Under current operations, Enterprise generates an aggregate loss of approximately **\$0.6M**.Under the counterfactual scenario, applying Channel Partners’ cost structure to Enterprise revenue converts this loss into approximately **\$12.9M** in profit.

This represents a total swing of roughly **\$13.5M**, attributable entirely to differences in operating cost structure rather than pricing, product mix, or demand.

**What-If Scenario: Enterprise Break-Even Threshold**

To assess a more conservative and potentially feasible improvement, a break-even scenario was evaluated for the Enterprise segment. Holding Enterprise sales volume and discounting constant, the analysis identifies the maximum cost-of-goods-sold (COGS) rate at which Enterprise would generate zero profit.

This analysis indicates that Enterprise must reduce its COGS rate from approximately **103% of sales to ~92.6%** in order to break even. While this improvement is substantially smaller than the gap implied by the Channel Partners benchmark, it still represents a material structural change and highlights the extent to which current Enterprise operations are economically misaligned.


In [35]:
#Company Actuals
total_sales = financial_df[" Sales"].sum()
total_profit_actual = financial_df["Profit"].sum()
profit_margin_actual  = total_profit_actual / total_sales


#Enterprise Actuals
ent_profit_actual = financial_df.loc[
    financial_df["Segment"] == "Enterprise", "Profit"].sum()


#Scenario: Enterprise Breaks-Even (Enterprise profit becomes 0)
total_profit_be = total_profit_actual - ent_profit_actual
profit_margin_be = total_profit_be / total_sales

#Margins are in percentages
print(f'Company Profit (Actual): ${total_profit_actual:,.2f}')
print(f'Company Profit Margin (Actual): {profit_margin_actual:.3%}')
print(f'Company Profit (Break-Even): {total_profit_be:,.2f}')
print(f'Company Profit Margin (Break-Even): {profit_margin_be:.3%}')

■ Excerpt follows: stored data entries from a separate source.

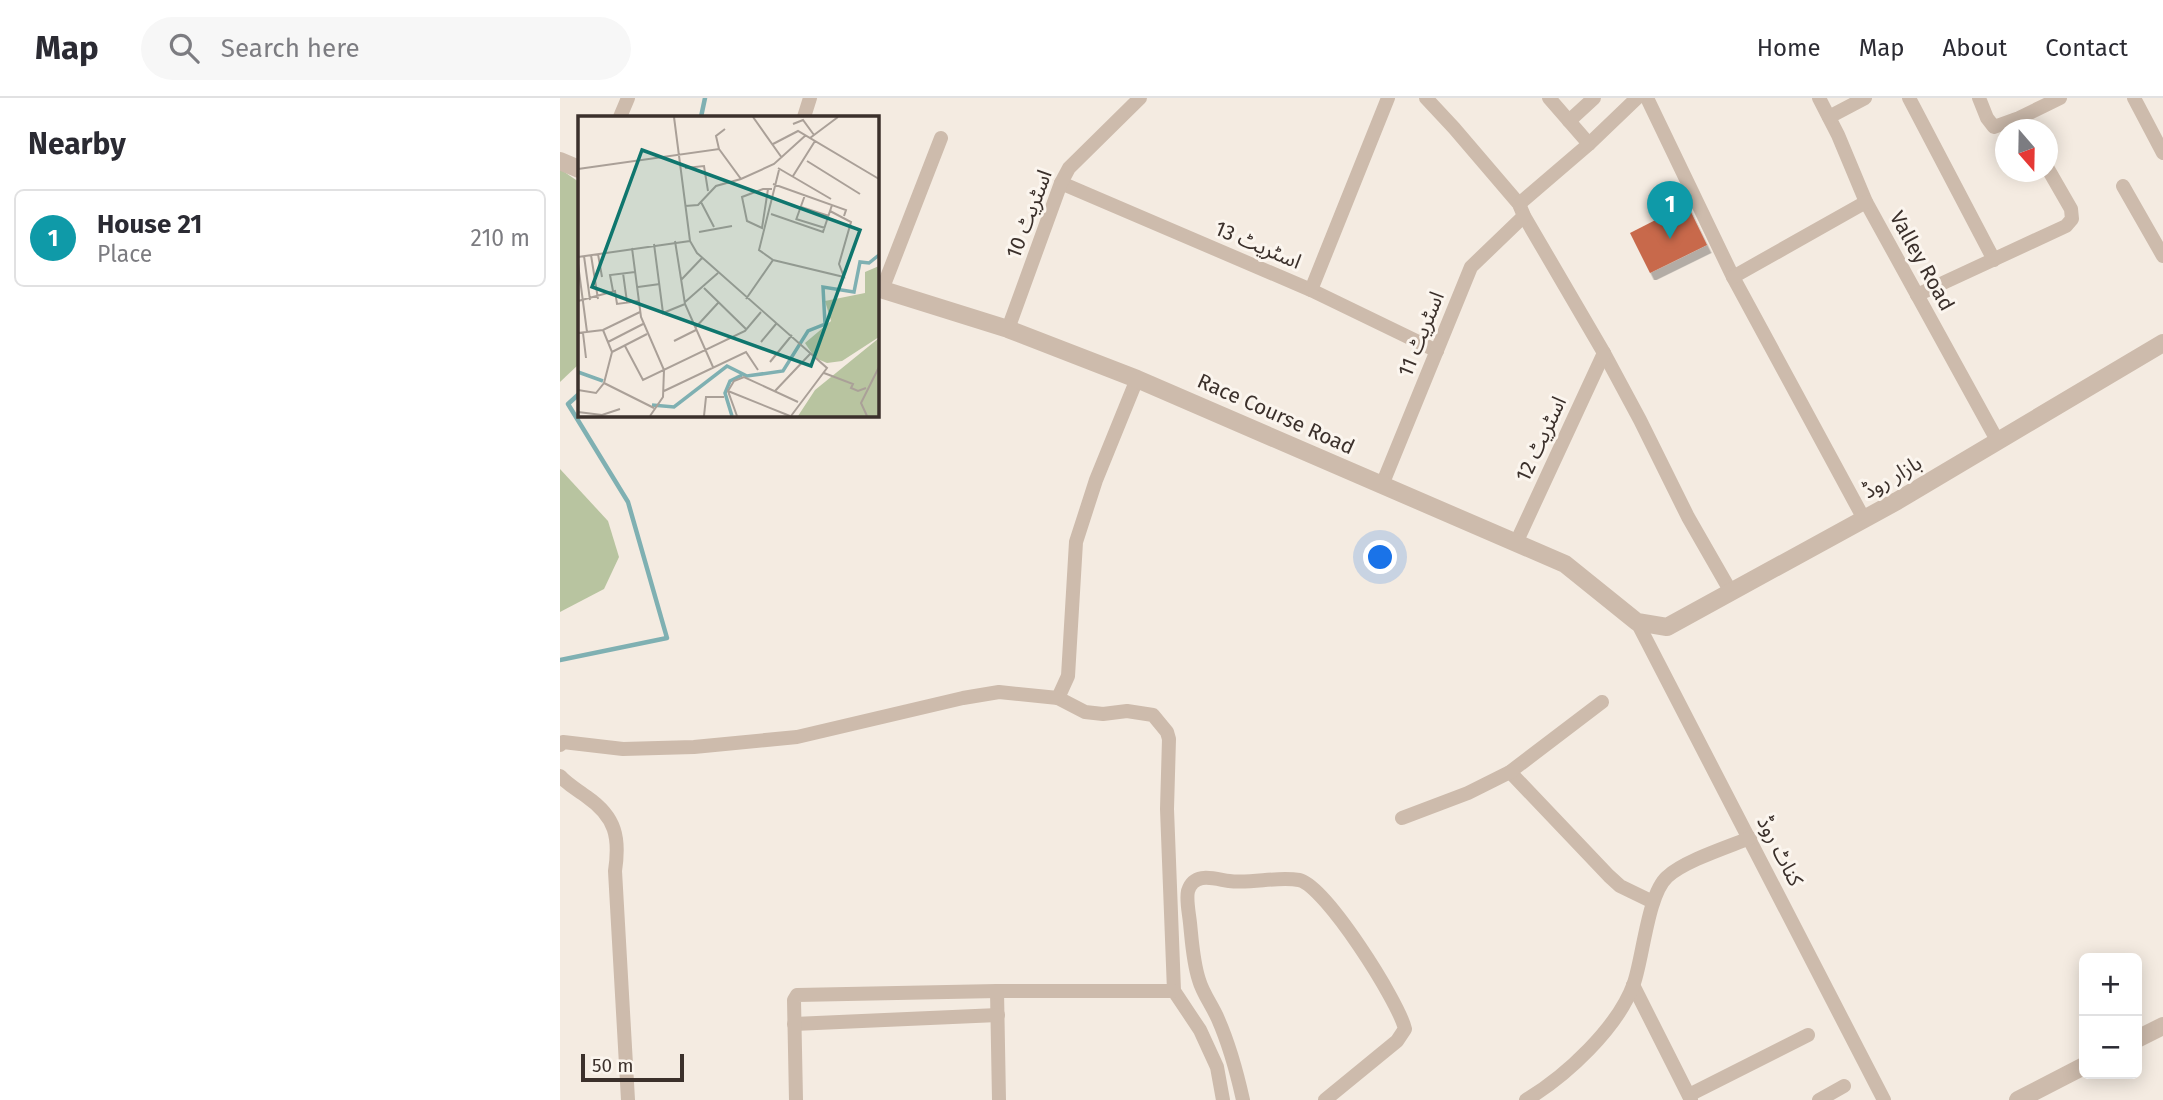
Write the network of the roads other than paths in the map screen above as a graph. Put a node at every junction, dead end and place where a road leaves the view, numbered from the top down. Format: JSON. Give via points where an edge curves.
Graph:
{"nodes":[{"id":1,"x":628,"y":98,"type":"edge"},
{"id":2,"x":810,"y":98,"type":"edge"},
{"id":3,"x":1140,"y":98,"type":"edge"},
{"id":4,"x":1388,"y":98,"type":"edge"},
{"id":5,"x":1426,"y":98,"type":"edge"},
{"id":6,"x":1549,"y":98,"type":"edge"},
{"id":7,"x":1594,"y":98,"type":"edge"},
{"id":8,"x":1637,"y":98,"type":"edge"},
{"id":9,"x":1647,"y":98,"type":"edge"},
{"id":10,"x":1819,"y":98,"type":"edge"},
{"id":11,"x":1865,"y":98,"type":"edge"},
{"id":12,"x":1909,"y":98,"type":"edge"},
{"id":13,"x":1979,"y":98,"type":"edge"},
{"id":14,"x":2060,"y":98,"type":"edge"},
{"id":15,"x":2134,"y":98,"type":"edge"},
{"id":16,"x":621,"y":116,"type":"edge"},
{"id":17,"x":804,"y":116,"type":"edge"},
{"id":18,"x":1829,"y":117,"type":"junction"},
{"id":19,"x":2029,"y":119,"type":"edge"},
{"id":20,"x":1569,"y":121,"type":"junction"},
{"id":21,"x":1995,"y":127,"type":"edge"},
{"id":22,"x":941,"y":138,"type":"dead end"},
{"id":23,"x":1589,"y":144,"type":"junction"},
{"id":24,"x":2163,"y":153,"type":"edge"},
{"id":25,"x":560,"y":161,"type":"edge"},
{"id":26,"x":578,"y":169,"type":"edge"},
{"id":27,"x":2055,"y":182,"type":"edge"},
{"id":28,"x":1061,"y":183,"type":"junction"},
{"id":29,"x":2123,"y":186,"type":"dead end"},
{"id":30,"x":1866,"y":202,"type":"junction"},
{"id":31,"x":1522,"y":210,"type":"junction"},
{"id":32,"x":2163,"y":256,"type":"edge"},
{"id":33,"x":1994,"y":260,"type":"junction"},
{"id":34,"x":1733,"y":277,"type":"junction"},
{"id":35,"x":879,"y":289,"type":"edge"},
{"id":36,"x":1311,"y":290,"type":"junction"},
{"id":37,"x":1917,"y":295,"type":"junction"},
{"id":38,"x":1008,"y":329,"type":"junction"},
{"id":39,"x":2163,"y":343,"type":"edge"},
{"id":40,"x":1437,"y":351,"type":"junction"},
{"id":41,"x":1604,"y":353,"type":"junction"},
{"id":42,"x":1137,"y":379,"type":"junction"},
{"id":43,"x":1997,"y":440,"type":"junction"},
{"id":44,"x":1382,"y":485,"type":"junction"},
{"id":45,"x":1864,"y":519,"type":"junction"},
{"id":46,"x":1516,"y":543,"type":"junction"},
{"id":47,"x":1731,"y":592,"type":"junction"},
{"id":48,"x":1637,"y":622,"type":"junction"},
{"id":49,"x":1058,"y":698,"type":"junction"},
{"id":50,"x":1602,"y":702,"type":"dead end"},
{"id":51,"x":560,"y":745,"type":"edge"},
{"id":52,"x":1510,"y":772,"type":"junction"},
{"id":53,"x":560,"y":776,"type":"edge"},
{"id":54,"x":1402,"y":818,"type":"dead end"},
{"id":55,"x":1750,"y":838,"type":"junction"},
{"id":56,"x":1653,"y":902,"type":"junction"},
{"id":57,"x":1633,"y":985,"type":"junction"},
{"id":58,"x":997,"y":990,"type":"junction"},
{"id":59,"x":1174,"y":991,"type":"junction"},
{"id":60,"x":998,"y":1015,"type":"junction"},
{"id":61,"x":794,"y":1024,"type":"junction"},
{"id":62,"x":2163,"y":1026,"type":"edge"},
{"id":63,"x":1808,"y":1035,"type":"dead end"},
{"id":64,"x":2142,"y":1037,"type":"edge"},
{"id":65,"x":2079,"y":1069,"type":"edge"},
{"id":66,"x":1844,"y":1086,"type":"dead end"},
{"id":67,"x":1690,"y":1098,"type":"edge"},
{"id":68,"x":628,"y":1100,"type":"edge"},
{"id":69,"x":796,"y":1100,"type":"edge"},
{"id":70,"x":999,"y":1100,"type":"edge"},
{"id":71,"x":1223,"y":1100,"type":"edge"},
{"id":72,"x":1242,"y":1100,"type":"edge"},
{"id":73,"x":1325,"y":1100,"type":"edge"},
{"id":74,"x":1526,"y":1100,"type":"edge"},
{"id":75,"x":1819,"y":1100,"type":"edge"},
{"id":76,"x":1884,"y":1100,"type":"edge"},
{"id":77,"x":2018,"y":1100,"type":"edge"}],
"edges":[{"from":1,"to":16,"type":"street"},
{"from":2,"to":17,"type":"street"},
{"from":3,"to":28,"type":"street","name":"اسٹریٹ 10","via":[[1069,169]]},
{"from":4,"to":36,"type":"street"},
{"from":5,"to":31,"type":"street"},
{"from":6,"to":20,"type":"street"},
{"from":7,"to":20,"type":"street"},
{"from":8,"to":23,"type":"street","name":"اسٹریٹ 11"},
{"from":9,"to":34,"type":"street"},
{"from":10,"to":18,"type":"street","name":"Valley Road"},
{"from":11,"to":18,"type":"street"},
{"from":12,"to":33,"type":"street"},
{"from":13,"to":21,"type":"street"},
{"from":14,"to":19,"type":"street"},
{"from":15,"to":24,"type":"street"},
{"from":18,"to":30,"type":"street","name":"Valley Road"},
{"from":20,"to":23,"type":"street"},
{"from":22,"to":35,"type":"street"},
{"from":23,"to":31,"type":"street","name":"اسٹریٹ 11"},
{"from":25,"to":26,"type":"street"},
{"from":27,"to":33,"type":"street","via":[[2072,219]]},
{"from":28,"to":36,"type":"street","name":"اسٹریٹ 13"},
{"from":28,"to":38,"type":"street","name":"اسٹریٹ 10"},
{"from":29,"to":32,"type":"street"},
{"from":30,"to":34,"type":"street"},
{"from":30,"to":37,"type":"street","name":"Valley Road"},
{"from":31,"to":40,"type":"street","name":"اسٹریٹ 11","via":[[1471,267]]},
{"from":31,"to":41,"type":"street"},
{"from":33,"to":37,"type":"street"},
{"from":34,"to":45,"type":"street"},
{"from":35,"to":38,"type":"street","name":"Race Course Road"},
{"from":36,"to":40,"type":"street","name":"اسٹریٹ 13"},
{"from":37,"to":43,"type":"street","name":"Valley Road"},
{"from":38,"to":42,"type":"street","name":"Race Course Road"},
{"from":39,"to":43,"type":"street","name":"بازار روڈ"},
{"from":40,"to":44,"type":"street","name":"اسٹریٹ 11"},
{"from":41,"to":46,"type":"street","name":"اسٹریٹ 12"},
{"from":41,"to":47,"type":"street"},
{"from":42,"to":44,"type":"street","name":"Race Course Road"},
{"from":42,"to":49,"type":"street","via":[[1076,541],[1068,676]]},
{"from":43,"to":45,"type":"street","name":"بازار روڈ"},
{"from":44,"to":46,"type":"street","name":"Race Course Road"},
{"from":45,"to":47,"type":"street","name":"بازار روڈ"},
{"from":46,"to":48,"type":"street","name":"Race Course Road","via":[[1565,564]]},
{"from":47,"to":48,"type":"street","name":"بازار روڈ","via":[[1667,626]]},
{"from":48,"to":55,"type":"street","name":"کناٹ روڈ"},
{"from":49,"to":51,"type":"street","via":[[999,692],[797,737],[694,747]]},
{"from":49,"to":59,"type":"street","via":[[1085,712],[1153,715],[1167,732]]},
{"from":50,"to":52,"type":"street"},
{"from":52,"to":54,"type":"street"},
{"from":52,"to":56,"type":"street","via":[[1620,886]]},
{"from":53,"to":68,"type":"street","via":[[614,824]]},
{"from":55,"to":56,"type":"street","via":[[1697,859],[1667,877]]},
{"from":55,"to":76,"type":"street","name":"کناٹ روڈ"},
{"from":56,"to":57,"type":"street"},
{"from":57,"to":67,"type":"street"},
{"from":57,"to":74,"type":"street","via":[[1598,1039],[1572,1066]]},
{"from":58,"to":59,"type":"street"},
{"from":58,"to":60,"type":"street"},
{"from":58,"to":61,"type":"street","via":[[805,993],[793,1000]]},
{"from":59,"to":71,"type":"street","via":[[1217,1067]]},
{"from":60,"to":61,"type":"street"},
{"from":60,"to":70,"type":"street"},
{"from":61,"to":69,"type":"street"},
{"from":62,"to":64,"type":"street"},
{"from":63,"to":67,"type":"street"},
{"from":65,"to":77,"type":"street"},
{"from":66,"to":75,"type":"street"},
{"from":72,"to":73,"type":"street","via":[[1218,1019],[1203,993],[1194,961],[1187,898],[1191,885],[1202,878],[1300,880],[1334,913],[1382,980],[1405,1030]]}]}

Company Profit (Actual): $17,136,425.26
Company Profit Margin (Actual): 14.290%
Company Profit (Break-Even): 17,750,970.88
Company Profit Margin (Break-Even): 14.802%


**Enterprise at Break-Even (Company-Level Impact)**

At current performance levels, the company generates approximately **\$17.1M** in total profit, corresponding to a profit margin of **14.3%**. If the Enterprise segment were to reach a minimum viable state (zero profit), total company profit would increase to approximately **\$17.8M**, with the profit margin improving to **14.8%**.

While this improvement eliminates Enterprise’s value destruction, the relatively modest change at the firm level suggests that Enterprise’s losses are material at the segment level but not the primary driver of overall company profitability.